■ WHAT THE TASK REQUIRES ■
List each line of the data that holds the string "canvas".

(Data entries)

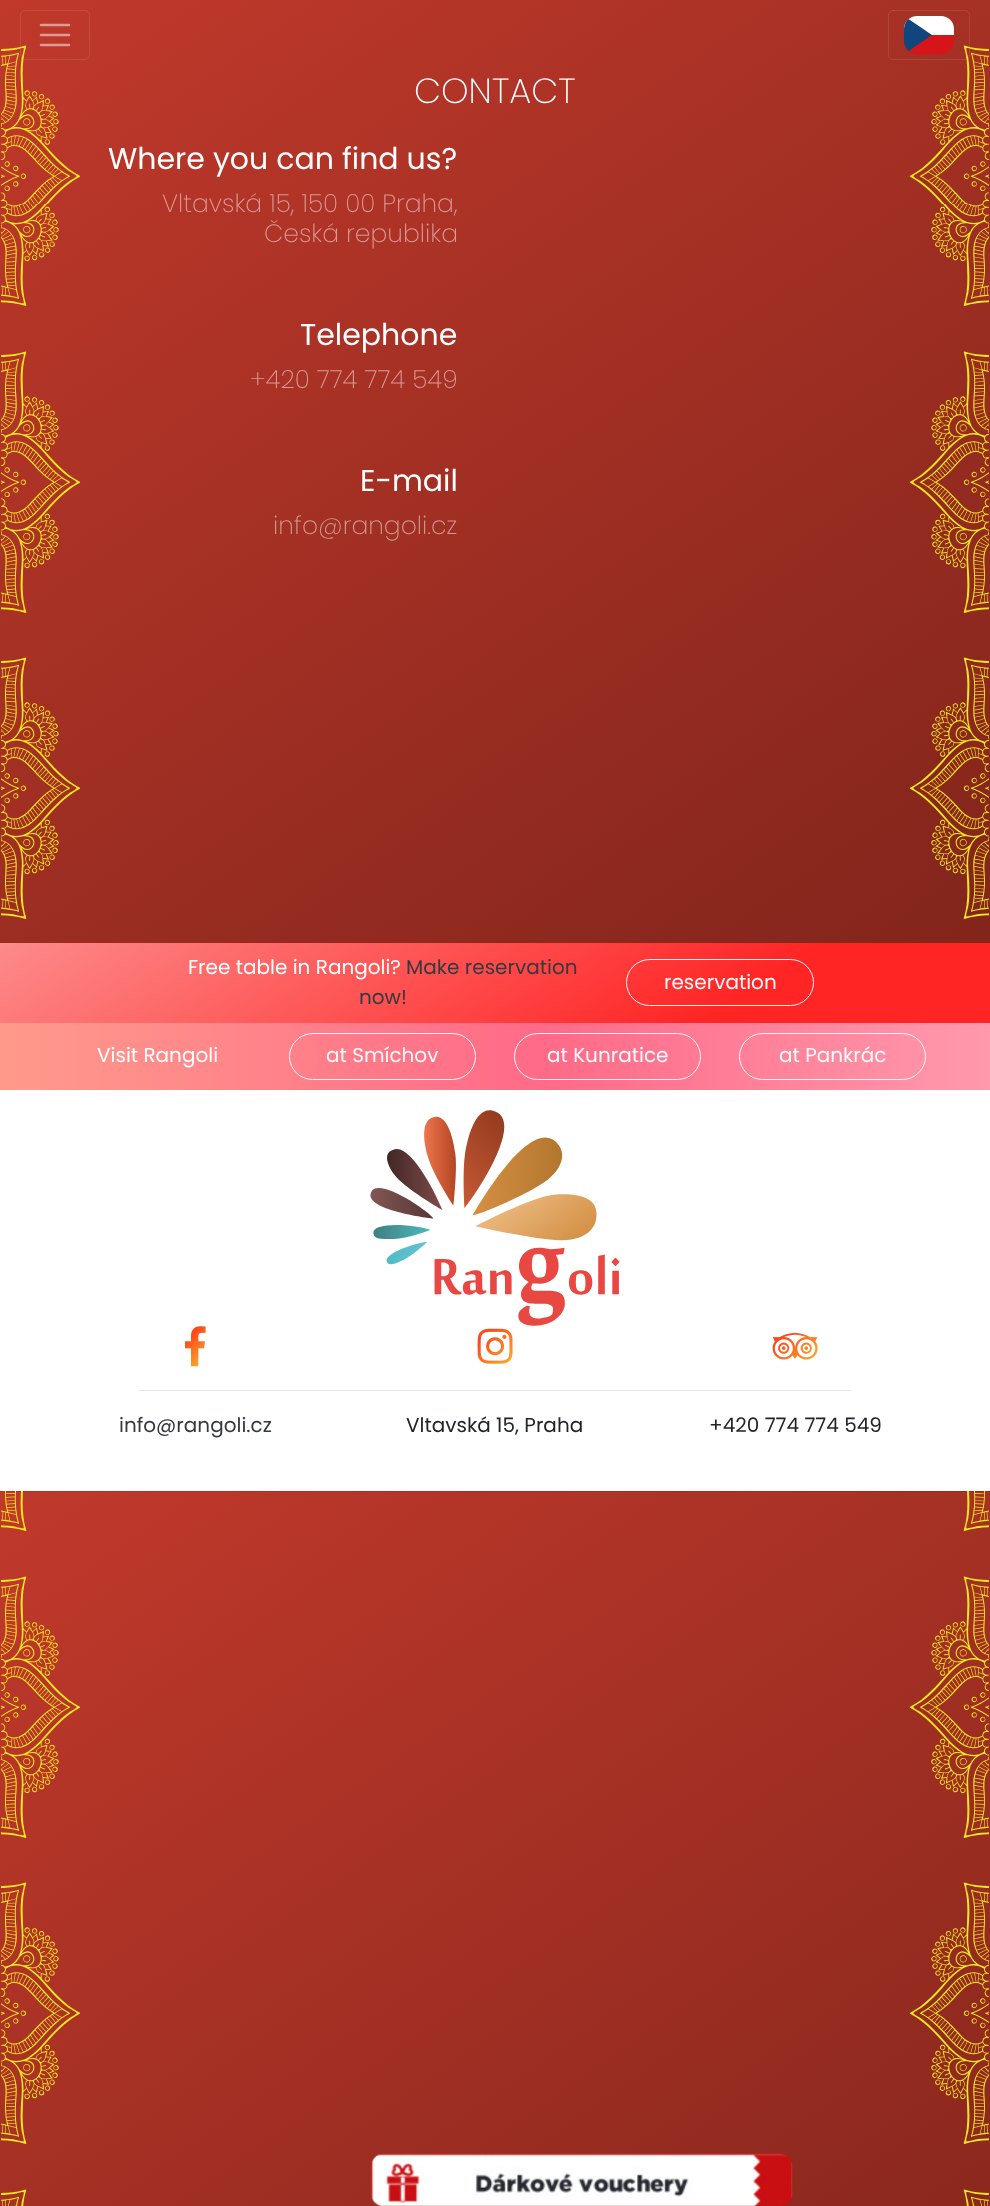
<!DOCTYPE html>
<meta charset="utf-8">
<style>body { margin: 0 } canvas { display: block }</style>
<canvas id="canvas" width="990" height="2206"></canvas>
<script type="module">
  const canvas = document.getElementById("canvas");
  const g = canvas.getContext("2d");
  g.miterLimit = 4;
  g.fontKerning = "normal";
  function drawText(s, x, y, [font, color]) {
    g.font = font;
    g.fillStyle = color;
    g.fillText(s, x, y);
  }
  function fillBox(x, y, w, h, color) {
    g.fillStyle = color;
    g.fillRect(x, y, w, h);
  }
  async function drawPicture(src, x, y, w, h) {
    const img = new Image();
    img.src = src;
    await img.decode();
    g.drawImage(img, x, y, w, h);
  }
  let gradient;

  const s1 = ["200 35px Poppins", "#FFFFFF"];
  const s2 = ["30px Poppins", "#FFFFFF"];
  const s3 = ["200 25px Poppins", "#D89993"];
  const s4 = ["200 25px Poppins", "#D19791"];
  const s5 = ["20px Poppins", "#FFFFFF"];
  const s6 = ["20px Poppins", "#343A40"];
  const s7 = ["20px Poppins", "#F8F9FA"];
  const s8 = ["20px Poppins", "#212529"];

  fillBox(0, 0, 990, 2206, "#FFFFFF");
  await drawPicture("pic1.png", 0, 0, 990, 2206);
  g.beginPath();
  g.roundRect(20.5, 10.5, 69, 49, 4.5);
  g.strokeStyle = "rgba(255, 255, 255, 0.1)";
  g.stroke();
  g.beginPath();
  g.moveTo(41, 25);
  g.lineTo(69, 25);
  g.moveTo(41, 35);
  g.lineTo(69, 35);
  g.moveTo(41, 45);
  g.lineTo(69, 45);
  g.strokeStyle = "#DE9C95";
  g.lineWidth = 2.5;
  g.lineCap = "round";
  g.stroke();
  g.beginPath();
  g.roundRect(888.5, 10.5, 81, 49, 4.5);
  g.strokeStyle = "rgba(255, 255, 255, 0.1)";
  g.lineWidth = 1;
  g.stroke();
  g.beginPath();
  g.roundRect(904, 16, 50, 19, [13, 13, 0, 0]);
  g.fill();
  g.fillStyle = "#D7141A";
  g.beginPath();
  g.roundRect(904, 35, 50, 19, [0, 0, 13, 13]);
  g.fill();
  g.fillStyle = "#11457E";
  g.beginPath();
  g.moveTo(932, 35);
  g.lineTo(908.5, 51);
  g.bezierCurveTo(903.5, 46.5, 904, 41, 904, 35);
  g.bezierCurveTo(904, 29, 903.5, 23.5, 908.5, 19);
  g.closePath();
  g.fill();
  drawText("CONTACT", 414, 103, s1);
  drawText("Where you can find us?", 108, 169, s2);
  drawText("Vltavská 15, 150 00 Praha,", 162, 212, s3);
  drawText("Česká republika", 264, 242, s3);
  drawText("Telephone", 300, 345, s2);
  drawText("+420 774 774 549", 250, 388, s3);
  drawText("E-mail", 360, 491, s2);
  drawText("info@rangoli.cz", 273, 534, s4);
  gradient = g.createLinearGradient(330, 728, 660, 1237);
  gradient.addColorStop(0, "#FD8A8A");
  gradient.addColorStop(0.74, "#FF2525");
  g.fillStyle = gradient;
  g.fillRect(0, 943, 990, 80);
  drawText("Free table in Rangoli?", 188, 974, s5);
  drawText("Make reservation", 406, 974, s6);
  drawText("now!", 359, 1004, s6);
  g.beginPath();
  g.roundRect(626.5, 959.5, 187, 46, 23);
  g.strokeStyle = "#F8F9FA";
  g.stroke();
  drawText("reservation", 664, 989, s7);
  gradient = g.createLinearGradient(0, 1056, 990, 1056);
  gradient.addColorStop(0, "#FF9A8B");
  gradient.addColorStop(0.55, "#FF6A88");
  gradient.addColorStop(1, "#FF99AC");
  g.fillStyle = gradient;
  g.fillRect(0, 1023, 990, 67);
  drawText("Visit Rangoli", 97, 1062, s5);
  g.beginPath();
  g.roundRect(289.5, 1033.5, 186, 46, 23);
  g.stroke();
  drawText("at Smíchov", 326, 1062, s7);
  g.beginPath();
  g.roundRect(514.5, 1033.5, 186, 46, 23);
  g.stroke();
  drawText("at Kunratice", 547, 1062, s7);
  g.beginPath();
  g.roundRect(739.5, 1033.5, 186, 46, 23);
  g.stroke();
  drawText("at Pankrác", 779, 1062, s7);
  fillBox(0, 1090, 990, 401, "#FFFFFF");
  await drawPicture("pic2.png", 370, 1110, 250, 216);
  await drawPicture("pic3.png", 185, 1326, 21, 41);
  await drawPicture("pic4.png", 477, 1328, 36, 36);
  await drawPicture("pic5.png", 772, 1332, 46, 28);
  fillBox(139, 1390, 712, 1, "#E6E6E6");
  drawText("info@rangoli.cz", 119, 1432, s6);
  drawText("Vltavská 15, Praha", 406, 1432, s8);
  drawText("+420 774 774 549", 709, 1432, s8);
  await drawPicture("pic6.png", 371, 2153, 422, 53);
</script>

■ RESULT BELOW ■
<style>body { margin: 0 } canvas { display: block }</style>
<canvas id="canvas" width="990" height="2206"></canvas>
  const canvas = document.getElementById("canvas");
  const g = canvas.getContext("2d");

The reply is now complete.